→ Exercise instructions:
Below are entries; count the lines containing the string "where". The answer is that number alone.

→ Provided records:
==*==

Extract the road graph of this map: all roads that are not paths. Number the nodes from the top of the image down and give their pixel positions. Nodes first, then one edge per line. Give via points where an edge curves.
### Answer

==*==

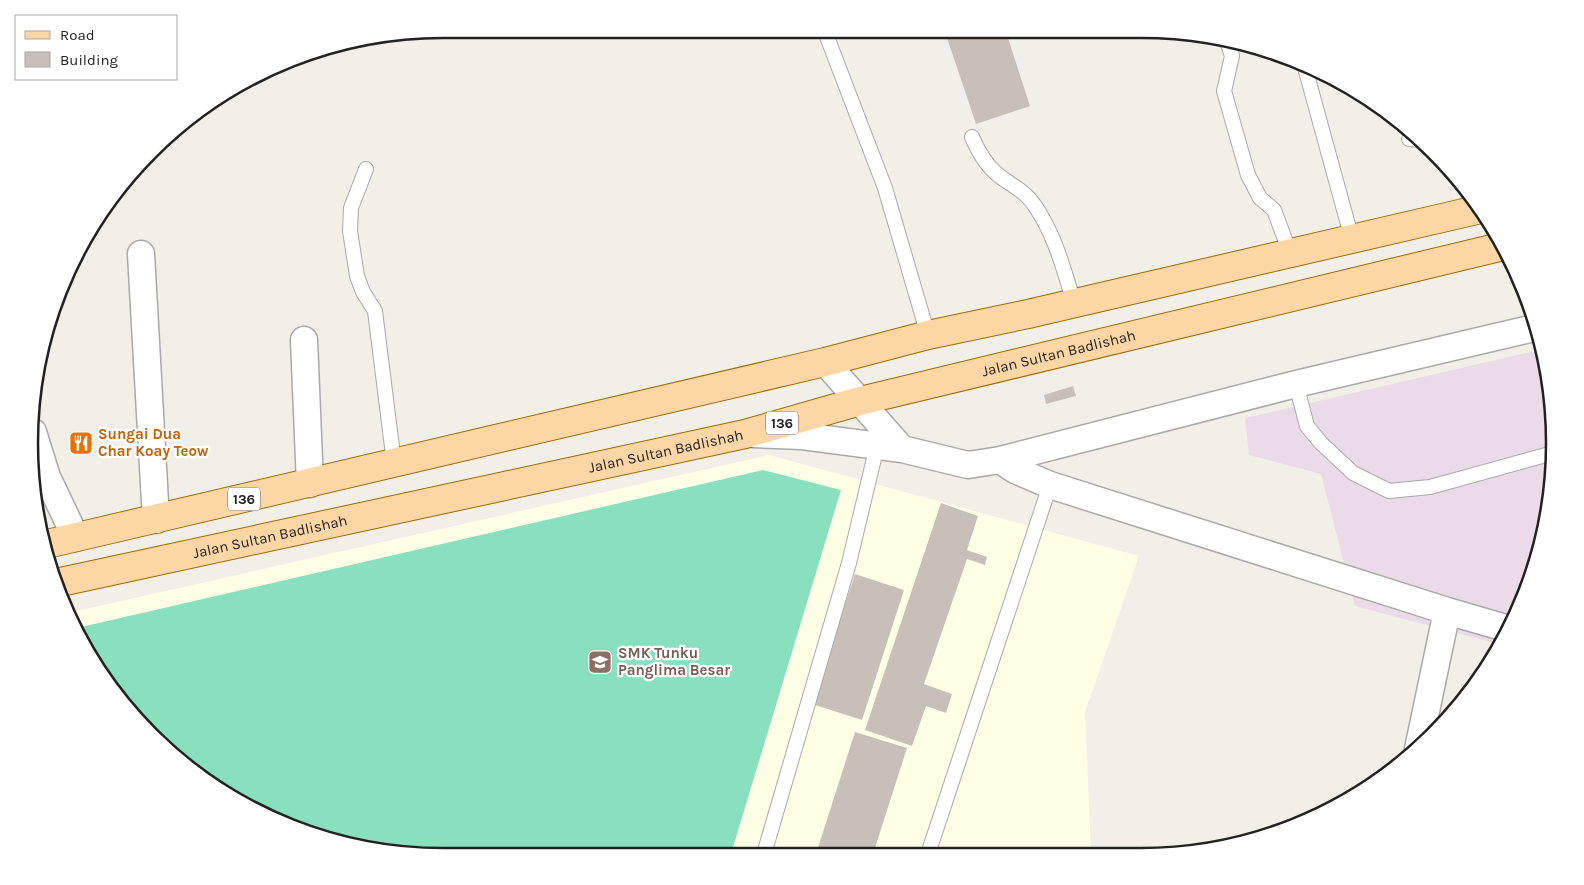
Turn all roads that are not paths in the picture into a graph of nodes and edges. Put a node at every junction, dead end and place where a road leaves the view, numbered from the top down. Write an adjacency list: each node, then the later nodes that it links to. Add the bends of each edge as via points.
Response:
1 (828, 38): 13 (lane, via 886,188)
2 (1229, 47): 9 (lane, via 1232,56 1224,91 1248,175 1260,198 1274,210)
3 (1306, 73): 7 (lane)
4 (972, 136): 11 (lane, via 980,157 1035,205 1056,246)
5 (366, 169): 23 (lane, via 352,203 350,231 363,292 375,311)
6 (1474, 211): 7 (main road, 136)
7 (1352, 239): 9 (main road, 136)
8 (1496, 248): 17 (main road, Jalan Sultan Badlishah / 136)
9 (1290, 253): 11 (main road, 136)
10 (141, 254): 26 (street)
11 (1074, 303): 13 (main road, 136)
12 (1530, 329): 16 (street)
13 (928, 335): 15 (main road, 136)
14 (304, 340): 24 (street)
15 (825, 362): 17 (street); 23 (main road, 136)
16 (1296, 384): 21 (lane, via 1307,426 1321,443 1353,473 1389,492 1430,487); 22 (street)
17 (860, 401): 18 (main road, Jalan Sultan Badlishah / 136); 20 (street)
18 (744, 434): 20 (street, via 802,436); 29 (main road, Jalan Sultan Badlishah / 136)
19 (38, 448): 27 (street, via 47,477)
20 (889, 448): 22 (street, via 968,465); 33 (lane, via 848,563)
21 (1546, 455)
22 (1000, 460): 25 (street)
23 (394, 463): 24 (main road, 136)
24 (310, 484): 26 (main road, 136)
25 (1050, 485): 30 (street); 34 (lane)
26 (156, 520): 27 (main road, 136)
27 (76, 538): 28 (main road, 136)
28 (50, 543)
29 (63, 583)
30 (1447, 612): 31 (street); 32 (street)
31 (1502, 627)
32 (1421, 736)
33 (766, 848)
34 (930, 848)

==*==

→ Reply:
2